This paper considers the general problem of media and modality conversion in human-computer interaction. It discusses a generic approach based on abstract models, independent of modalities. The particular case of interfaces for people with disabilities illustrates the discussion.
Fifteen years ago, the development of personal computers, accompanied by the generalisation of networks - especially the Internet - and the apparition of Braille and speech devices, opened new perspectives for visually impaired people. At home, at work or at school, the use of electronic data should help social inclusion. Indeed, a priori, these data can be processed by a computer and used through different modalities; then, multimodal interfaces should be able to present them optimally according to the users' needs and specificities.
Electronic documents are usually planned to be used by one multimodal interface, implementing one static set of modalities, and not by several multimodal interfaces using various alternative modalities. The following discussion is illustrated by results from several researches we carried out during the last five years: Web accessibility [Archambault and Burger, 1999,Duchateau et al., 1999,Archambault et al., 2000]; design of a specific Web browser [Burger and Hadjadj, 1999]; adaptation of workstations [Schwarz et al., 2000] with a view to enabling blind persons to work in an ordinary environment; pedagogical tools for blind pupils [Burger et al., 1996].
Human communication is performed through different channels corresponding to our five senses and to our means of expression (speech, gesture).

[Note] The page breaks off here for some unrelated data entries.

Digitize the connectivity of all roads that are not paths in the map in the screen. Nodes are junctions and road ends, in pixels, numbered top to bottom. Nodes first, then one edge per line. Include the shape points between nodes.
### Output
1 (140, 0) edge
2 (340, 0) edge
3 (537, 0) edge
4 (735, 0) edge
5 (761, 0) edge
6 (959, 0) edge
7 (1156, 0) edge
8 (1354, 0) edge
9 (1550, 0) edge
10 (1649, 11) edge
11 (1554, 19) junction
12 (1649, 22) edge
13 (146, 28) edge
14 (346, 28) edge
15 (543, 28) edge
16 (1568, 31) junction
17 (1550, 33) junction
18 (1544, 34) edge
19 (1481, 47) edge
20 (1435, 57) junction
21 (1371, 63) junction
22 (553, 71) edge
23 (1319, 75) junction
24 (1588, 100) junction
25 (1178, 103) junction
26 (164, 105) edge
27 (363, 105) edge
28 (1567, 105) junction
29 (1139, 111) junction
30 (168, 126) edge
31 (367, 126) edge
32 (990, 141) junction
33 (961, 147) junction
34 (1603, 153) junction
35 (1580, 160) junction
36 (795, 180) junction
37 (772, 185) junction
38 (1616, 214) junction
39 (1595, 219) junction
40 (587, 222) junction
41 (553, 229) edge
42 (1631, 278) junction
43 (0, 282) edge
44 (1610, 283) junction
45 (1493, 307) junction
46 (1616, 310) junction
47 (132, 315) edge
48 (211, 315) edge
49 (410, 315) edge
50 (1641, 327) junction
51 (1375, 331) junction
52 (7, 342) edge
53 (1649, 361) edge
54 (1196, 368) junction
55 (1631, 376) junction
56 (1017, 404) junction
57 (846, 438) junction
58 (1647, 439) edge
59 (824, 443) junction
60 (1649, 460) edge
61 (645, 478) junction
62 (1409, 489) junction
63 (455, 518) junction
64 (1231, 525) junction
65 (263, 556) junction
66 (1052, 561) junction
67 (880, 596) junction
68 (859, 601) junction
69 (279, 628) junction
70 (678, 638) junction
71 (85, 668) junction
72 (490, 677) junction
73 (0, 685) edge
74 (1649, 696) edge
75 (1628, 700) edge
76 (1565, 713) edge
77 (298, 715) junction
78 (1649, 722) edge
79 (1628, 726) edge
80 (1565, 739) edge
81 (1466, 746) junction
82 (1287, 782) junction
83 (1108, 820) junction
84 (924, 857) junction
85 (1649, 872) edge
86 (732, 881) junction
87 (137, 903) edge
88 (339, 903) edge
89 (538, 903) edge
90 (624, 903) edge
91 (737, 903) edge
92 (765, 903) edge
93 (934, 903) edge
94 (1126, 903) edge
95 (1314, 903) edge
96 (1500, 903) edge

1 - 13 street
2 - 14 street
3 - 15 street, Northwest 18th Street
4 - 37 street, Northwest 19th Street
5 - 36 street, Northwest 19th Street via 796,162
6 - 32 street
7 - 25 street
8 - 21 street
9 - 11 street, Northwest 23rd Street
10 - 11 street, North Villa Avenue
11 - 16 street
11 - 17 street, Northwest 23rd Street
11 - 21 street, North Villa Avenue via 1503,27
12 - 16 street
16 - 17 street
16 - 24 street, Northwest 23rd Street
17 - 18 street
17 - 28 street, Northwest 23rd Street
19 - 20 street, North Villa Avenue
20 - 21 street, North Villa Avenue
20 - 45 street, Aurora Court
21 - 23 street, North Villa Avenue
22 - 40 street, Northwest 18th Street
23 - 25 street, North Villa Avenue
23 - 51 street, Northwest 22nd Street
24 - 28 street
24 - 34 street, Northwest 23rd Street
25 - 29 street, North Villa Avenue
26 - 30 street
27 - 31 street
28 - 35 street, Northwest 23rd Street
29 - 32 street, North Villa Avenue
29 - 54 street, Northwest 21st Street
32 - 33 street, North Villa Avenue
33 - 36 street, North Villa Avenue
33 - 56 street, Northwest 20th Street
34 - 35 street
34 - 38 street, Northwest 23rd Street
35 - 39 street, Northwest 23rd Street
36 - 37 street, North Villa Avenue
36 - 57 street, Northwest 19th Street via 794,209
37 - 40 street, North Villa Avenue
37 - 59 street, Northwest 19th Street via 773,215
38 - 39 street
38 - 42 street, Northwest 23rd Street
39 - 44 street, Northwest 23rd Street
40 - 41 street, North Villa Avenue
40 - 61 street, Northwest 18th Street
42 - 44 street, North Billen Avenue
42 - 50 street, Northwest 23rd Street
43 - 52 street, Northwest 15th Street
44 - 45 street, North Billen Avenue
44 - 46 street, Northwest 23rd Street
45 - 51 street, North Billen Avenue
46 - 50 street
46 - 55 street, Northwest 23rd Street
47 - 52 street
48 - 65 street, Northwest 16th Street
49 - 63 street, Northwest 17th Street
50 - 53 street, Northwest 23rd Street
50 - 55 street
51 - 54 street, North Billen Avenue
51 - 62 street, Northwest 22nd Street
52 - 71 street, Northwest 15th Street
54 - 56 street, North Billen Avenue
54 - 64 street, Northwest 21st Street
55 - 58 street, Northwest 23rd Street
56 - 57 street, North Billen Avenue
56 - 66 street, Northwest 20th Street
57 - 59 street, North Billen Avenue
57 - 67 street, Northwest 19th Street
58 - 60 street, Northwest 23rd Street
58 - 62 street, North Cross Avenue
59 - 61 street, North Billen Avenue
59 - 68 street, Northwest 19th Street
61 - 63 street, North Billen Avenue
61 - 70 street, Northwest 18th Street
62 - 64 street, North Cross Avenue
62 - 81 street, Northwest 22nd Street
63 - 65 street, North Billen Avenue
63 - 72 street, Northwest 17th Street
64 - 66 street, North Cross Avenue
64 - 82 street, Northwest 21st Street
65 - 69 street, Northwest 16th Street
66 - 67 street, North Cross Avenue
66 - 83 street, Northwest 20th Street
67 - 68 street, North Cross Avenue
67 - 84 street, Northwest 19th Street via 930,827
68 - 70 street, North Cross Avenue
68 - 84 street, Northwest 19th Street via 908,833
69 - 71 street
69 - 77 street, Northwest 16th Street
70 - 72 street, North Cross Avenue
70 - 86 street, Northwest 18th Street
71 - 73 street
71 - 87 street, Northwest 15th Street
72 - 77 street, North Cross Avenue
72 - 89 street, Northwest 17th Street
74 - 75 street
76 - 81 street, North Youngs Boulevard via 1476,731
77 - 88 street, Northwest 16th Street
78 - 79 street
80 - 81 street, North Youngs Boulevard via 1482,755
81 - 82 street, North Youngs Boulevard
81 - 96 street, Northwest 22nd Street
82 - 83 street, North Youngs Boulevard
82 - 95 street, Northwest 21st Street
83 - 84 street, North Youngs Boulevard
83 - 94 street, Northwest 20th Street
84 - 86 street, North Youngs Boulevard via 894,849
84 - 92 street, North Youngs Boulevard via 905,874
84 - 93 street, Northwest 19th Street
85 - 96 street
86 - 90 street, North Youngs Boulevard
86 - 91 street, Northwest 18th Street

Depending on the structure of the information transmitted, each channel corresponds to various modalities. For instance, Braille and tactile diagrams are two modalities corresponding to the tactile senses.
A multimodal interface is an interface which is able to use various modalities, and to provide users with various kinds of interaction, possibly through various channels of communication. For instance, standard user interfaces (Figure 1) involve a graphical screen, a mouse, a keyboard, and a loudspeaker. These devices correspond to specific modalities and types of interaction. As there is no or very little redundancy between them, it is called exclusive multimodality [Coutaz, 1991,Burger, 1994]. Usually the data which can be accessed through these interfaces are formatted to fit specifically to that scheme.
In more and more cases the need appears to access the same information using different types of devices, corresponding to alternate modalities; and this trend is increasing.
In each of these cases, information have to be adapted to fit the alternative device, that is information should be converted in order to fit the specific presentation rules which are associated with each modality. Therefore the data model should include all the elements which are necessary to correspond to the specific presentation rules of each modality.
These conversions often request additional information that is difficult to find in the standard interface, because it is expressed graphically or through the layout of graphical objects in the window.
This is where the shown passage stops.